--- Available data ---

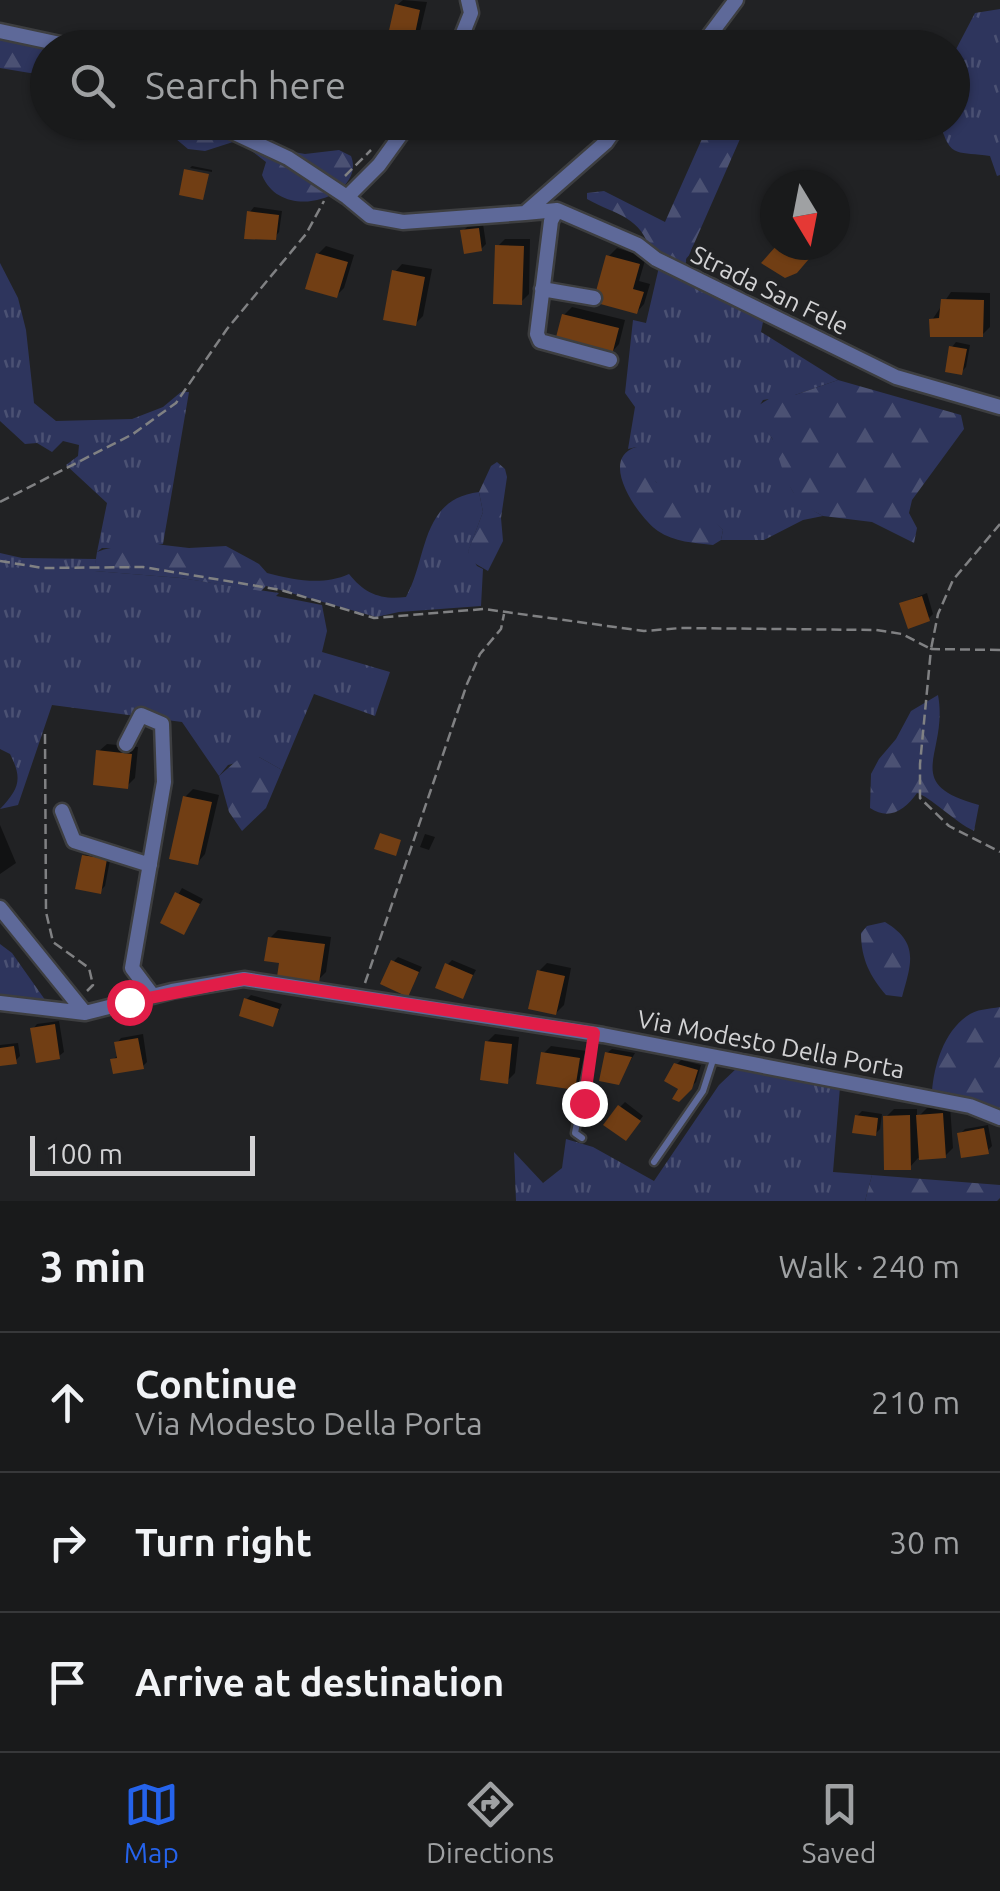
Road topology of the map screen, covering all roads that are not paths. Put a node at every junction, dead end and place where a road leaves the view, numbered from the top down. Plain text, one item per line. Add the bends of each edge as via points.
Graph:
1 (468, 0) edge
2 (736, 0) edge
3 (465, 30) edge
4 (714, 30) edge
5 (0, 31) edge
6 (30, 37) edge
7 (250, 140) edge
8 (397, 140) edge
9 (607, 140) edge
10 (348, 197) junction
11 (557, 210) junction
12 (525, 213) junction
13 (542, 289) junction
14 (594, 298) dead end
15 (610, 360) dead end
16 (1000, 406) edge
17 (126, 744) dead end
18 (62, 811) dead end
19 (150, 865) junction
20 (0, 908) edge
21 (153, 996) junction
22 (0, 1003) edge
23 (81, 1009) junction
24 (594, 1033) junction
25 (714, 1056) junction
26 (1000, 1118) edge
27 (582, 1138) dead end
28 (654, 1162) dead end

1 - 3 street via 472,13
2 - 4 street
5 - 6 street
7 - 10 street, Strada San Fele
8 - 10 street
9 - 12 street
10 - 12 street, Strada San Fele via 370,216 404,222
11 - 12 street, Strada San Fele
11 - 13 street via 550,220
11 - 16 street, Strada San Fele via 896,377
13 - 14 street
13 - 15 street via 540,341
17 - 19 street via 141,715 162,724 164,782
18 - 19 street via 74,840
19 - 21 street via 132,968
20 - 23 street
21 - 23 street, Via Modesto Della Porta
21 - 24 street, Via Modesto Della Porta via 244,979
22 - 23 street, Via Modesto Della Porta
24 - 25 street, Via Modesto Della Porta
24 - 27 lane via 576,1133
25 - 26 street, Via Modesto Della Porta via 970,1106
25 - 28 lane via 703,1091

---

Drop the pictures and give every line above again exactly.

Answer box:
Road topology of the map screen, covering all roads that are not paths. Put a node at every junction, dead end and place where a road leaves the view, numbered from the top down. Plain text, one item per line. Add the bends of each edge as via points.
Graph:
1 (468, 0) edge
2 (736, 0) edge
3 (465, 30) edge
4 (714, 30) edge
5 (0, 31) edge
6 (30, 37) edge
7 (250, 140) edge
8 (397, 140) edge
9 (607, 140) edge
10 (348, 197) junction
11 (557, 210) junction
12 (525, 213) junction
13 (542, 289) junction
14 (594, 298) dead end
15 (610, 360) dead end
16 (1000, 406) edge
17 (126, 744) dead end
18 (62, 811) dead end
19 (150, 865) junction
20 (0, 908) edge
21 (153, 996) junction
22 (0, 1003) edge
23 (81, 1009) junction
24 (594, 1033) junction
25 (714, 1056) junction
26 (1000, 1118) edge
27 (582, 1138) dead end
28 (654, 1162) dead end

1 - 3 street via 472,13
2 - 4 street
5 - 6 street
7 - 10 street, Strada San Fele
8 - 10 street
9 - 12 street
10 - 12 street, Strada San Fele via 370,216 404,222
11 - 12 street, Strada San Fele
11 - 13 street via 550,220
11 - 16 street, Strada San Fele via 896,377
13 - 14 street
13 - 15 street via 540,341
17 - 19 street via 141,715 162,724 164,782
18 - 19 street via 74,840
19 - 21 street via 132,968
20 - 23 street
21 - 23 street, Via Modesto Della Porta
21 - 24 street, Via Modesto Della Porta via 244,979
22 - 23 street, Via Modesto Della Porta
24 - 25 street, Via Modesto Della Porta
24 - 27 lane via 576,1133
25 - 26 street, Via Modesto Della Porta via 970,1106
25 - 28 lane via 703,1091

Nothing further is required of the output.